As Binary Worrier already explained the speed of each wing must be 1884 mph (3,032 km/h) to keep the numbers from exploding to astronomical scale we will assume that the wings already have this speed when starting to flap.

Weight

First we need the weight of the air which is our volume times the weight we already established. $$1.275 kg \cdot 3291901804 m^3 = 4,452,174,800 kg$$ This is 8.90435 TIMES THE WEIGHT OF THE BURJI KHALIFA. (The tallest building in the world currently)

Force

To get the force we use this trusty formula: $$F = m \cdot a;$$ F = force, m = mass, a = acceleration.
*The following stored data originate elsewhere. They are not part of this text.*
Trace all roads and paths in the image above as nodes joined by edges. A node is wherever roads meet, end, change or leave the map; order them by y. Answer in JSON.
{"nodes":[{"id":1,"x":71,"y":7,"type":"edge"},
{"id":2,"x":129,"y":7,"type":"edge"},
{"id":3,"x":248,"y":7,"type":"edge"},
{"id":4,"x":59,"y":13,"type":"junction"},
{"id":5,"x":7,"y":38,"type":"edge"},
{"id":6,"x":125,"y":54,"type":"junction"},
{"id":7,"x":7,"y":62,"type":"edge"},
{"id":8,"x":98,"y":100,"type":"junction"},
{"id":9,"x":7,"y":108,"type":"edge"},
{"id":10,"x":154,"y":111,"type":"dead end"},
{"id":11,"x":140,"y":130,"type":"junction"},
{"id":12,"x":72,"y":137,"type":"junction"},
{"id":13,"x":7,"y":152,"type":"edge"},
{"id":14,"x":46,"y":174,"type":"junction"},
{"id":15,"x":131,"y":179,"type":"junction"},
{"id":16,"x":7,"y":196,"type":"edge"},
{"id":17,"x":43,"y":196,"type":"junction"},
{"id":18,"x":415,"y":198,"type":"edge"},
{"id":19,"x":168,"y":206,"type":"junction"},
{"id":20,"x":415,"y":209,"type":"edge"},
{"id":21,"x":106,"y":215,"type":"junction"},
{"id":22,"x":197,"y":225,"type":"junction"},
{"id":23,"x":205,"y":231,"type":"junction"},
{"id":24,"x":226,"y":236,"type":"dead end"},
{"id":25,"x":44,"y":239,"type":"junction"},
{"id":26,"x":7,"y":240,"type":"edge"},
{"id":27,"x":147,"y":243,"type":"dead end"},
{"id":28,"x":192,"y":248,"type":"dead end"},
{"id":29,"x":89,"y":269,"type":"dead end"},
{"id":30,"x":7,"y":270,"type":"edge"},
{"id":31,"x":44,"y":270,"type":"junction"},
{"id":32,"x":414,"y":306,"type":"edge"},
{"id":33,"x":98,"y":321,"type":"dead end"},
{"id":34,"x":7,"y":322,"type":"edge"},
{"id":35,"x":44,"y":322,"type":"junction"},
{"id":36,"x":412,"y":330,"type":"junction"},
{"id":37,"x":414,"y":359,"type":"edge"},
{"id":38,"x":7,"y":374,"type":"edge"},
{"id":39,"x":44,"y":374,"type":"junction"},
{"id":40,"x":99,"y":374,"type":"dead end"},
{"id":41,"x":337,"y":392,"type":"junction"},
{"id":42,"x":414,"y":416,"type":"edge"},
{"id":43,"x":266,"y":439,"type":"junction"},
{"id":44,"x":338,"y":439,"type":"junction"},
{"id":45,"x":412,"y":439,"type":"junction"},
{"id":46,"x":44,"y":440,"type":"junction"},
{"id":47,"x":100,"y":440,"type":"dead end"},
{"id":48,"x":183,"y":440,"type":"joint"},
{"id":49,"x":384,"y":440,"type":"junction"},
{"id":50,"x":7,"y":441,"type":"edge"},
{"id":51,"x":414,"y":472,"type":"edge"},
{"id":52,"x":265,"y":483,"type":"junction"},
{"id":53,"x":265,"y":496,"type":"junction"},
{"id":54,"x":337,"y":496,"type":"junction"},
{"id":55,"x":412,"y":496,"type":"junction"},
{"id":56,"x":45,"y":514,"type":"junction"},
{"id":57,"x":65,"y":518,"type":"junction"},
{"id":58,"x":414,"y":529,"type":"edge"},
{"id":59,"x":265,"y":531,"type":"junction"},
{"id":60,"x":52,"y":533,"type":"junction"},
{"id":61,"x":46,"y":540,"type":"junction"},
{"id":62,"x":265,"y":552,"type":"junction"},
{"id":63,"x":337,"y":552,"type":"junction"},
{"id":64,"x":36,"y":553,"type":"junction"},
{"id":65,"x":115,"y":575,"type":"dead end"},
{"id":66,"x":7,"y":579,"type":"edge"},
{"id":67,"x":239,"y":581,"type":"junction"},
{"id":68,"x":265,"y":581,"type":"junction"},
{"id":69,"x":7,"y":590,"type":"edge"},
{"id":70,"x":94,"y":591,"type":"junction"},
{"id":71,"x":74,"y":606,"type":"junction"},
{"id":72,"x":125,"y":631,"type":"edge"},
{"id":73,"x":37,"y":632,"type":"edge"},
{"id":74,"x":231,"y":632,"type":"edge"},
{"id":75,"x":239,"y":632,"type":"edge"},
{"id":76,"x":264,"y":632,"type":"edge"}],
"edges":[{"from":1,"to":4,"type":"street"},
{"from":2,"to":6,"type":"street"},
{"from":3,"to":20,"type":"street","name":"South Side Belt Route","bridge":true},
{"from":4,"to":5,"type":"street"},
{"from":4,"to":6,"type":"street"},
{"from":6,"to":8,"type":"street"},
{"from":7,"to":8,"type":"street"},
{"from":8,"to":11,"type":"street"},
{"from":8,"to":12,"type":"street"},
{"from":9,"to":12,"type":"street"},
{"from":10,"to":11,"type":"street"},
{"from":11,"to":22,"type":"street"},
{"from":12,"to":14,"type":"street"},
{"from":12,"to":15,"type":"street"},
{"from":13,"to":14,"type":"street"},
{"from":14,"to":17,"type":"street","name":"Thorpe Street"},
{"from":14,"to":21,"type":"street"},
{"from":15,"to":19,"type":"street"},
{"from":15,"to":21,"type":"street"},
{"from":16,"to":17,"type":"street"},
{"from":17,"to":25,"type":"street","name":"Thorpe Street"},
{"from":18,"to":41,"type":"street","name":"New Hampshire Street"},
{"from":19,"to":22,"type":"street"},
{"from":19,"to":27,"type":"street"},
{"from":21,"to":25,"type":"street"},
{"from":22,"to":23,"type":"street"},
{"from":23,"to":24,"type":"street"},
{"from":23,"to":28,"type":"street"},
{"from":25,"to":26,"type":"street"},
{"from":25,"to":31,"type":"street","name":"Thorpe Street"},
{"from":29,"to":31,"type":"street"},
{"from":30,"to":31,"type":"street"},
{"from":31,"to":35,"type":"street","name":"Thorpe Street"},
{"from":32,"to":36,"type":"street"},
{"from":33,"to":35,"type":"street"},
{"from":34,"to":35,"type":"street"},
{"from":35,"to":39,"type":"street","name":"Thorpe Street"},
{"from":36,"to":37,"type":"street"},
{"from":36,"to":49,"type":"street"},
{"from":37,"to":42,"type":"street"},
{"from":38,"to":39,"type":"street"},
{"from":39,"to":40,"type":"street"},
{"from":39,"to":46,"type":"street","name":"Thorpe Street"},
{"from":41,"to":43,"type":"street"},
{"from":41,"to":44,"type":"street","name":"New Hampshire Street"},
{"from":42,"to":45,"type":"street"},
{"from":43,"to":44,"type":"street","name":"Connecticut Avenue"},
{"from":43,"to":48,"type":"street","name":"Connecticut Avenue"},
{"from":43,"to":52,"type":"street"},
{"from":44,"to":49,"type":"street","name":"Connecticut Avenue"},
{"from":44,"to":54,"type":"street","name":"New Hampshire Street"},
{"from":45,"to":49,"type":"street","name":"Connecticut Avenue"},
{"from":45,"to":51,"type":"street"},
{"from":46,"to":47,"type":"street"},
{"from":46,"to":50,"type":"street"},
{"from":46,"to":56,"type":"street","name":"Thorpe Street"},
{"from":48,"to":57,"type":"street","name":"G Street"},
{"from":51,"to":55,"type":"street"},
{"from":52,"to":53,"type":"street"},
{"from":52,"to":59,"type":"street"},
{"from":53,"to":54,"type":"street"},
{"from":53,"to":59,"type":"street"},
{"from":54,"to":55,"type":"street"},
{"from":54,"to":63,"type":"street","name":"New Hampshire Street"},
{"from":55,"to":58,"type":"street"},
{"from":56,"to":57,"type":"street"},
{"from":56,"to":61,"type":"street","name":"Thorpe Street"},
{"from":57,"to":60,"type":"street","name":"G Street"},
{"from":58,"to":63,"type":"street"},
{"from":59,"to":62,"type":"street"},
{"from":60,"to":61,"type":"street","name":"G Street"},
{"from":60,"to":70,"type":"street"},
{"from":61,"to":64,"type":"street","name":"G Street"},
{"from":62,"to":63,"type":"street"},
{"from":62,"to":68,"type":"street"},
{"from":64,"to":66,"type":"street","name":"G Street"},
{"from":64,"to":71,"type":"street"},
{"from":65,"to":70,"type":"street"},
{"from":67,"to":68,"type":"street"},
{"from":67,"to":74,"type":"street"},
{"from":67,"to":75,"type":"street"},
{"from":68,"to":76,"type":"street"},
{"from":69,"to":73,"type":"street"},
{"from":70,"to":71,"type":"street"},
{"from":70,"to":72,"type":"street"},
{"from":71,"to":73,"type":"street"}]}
Our acceleration is the speed of the wings divided by 10 (it takes 10 seconds for the wings to hit every air molecule in our designated volume) so 303.2 $$km/h^2$$ or 84.22222222 $$\frac {m}{s^2}$$.

So when plugged into our formula it looks like this: $$F = 4452174800 kg \cdot 84.22222 \frac {m}{s^2} = 3.75 \cdot 10^{11} N$$ (N = Newton)

Energy/Real world comparison (redone)

Energy is $$E = 0.5 \cdot m \cdot v^2$$ E = Energy, m = Mass, v = speed. Plugging our values in: $$E = 0.5 \cdot 4452174800 kg \cdot 842.22222222^2 \frac{m}{s} = 1.579 \cdot 10^{15}j$$ Which is about $$3 \cdot 10^{14}j$$ less but still enough to supply the world in 2015 for 6 days. Or 6 times less than a standard hurricane releases per second.

Edit V.2

For the creature unleashing the attack with the rough approximation for the weight by jdunlop we can estimate the creatures speed by the same formula we used above: $$E = 0.5 \cdot m \cdot v^2$$ this time we have to rearange it to get the speed: $$v^2 = \frac {E}{0.5 \cdot m}$$ again with our numbers: $$v^2 = \frac {1.579 \cdot 10^{15}j}{0.5 \cdot 20 \cdot 10^9 kg} = 157904.9$$ because v is squared we have to take the root and get: 397.37 m/s or 1430.54 km/h or 894.01 mph.

Conclusion (corrected weight comparison)

Anything that faces this creature has far greater problems than the heat released by this creature. The much bigger problem for the attacked creature is if it doesn't weigh more than 25 311 cars (each 1000 kg or 1 metric ton) it will leave an earth like planet for ever because it will reach escape velocity. And even when both (the attacked and the attacker) weigh more these creatures have to somehow not hit the ground, mountain, or hill with supersonic speed.

For the weight in cars needed not to leave the planet I used the formula from above and re arranged it this way: $$m = \frac {E}{0.5 \cdot v^2}$$ for the escape velocity is 11170 m/s. Couldn't use my physics book to site it but used its value instead of Wikipedia's the values are close enough though. So with the values: $$m = \frac {1.579 \cdot 10^{15}j}{0.5 \cdot 11170^2m/s} = 25310794 kg$$ or 25 310.794 metric tons.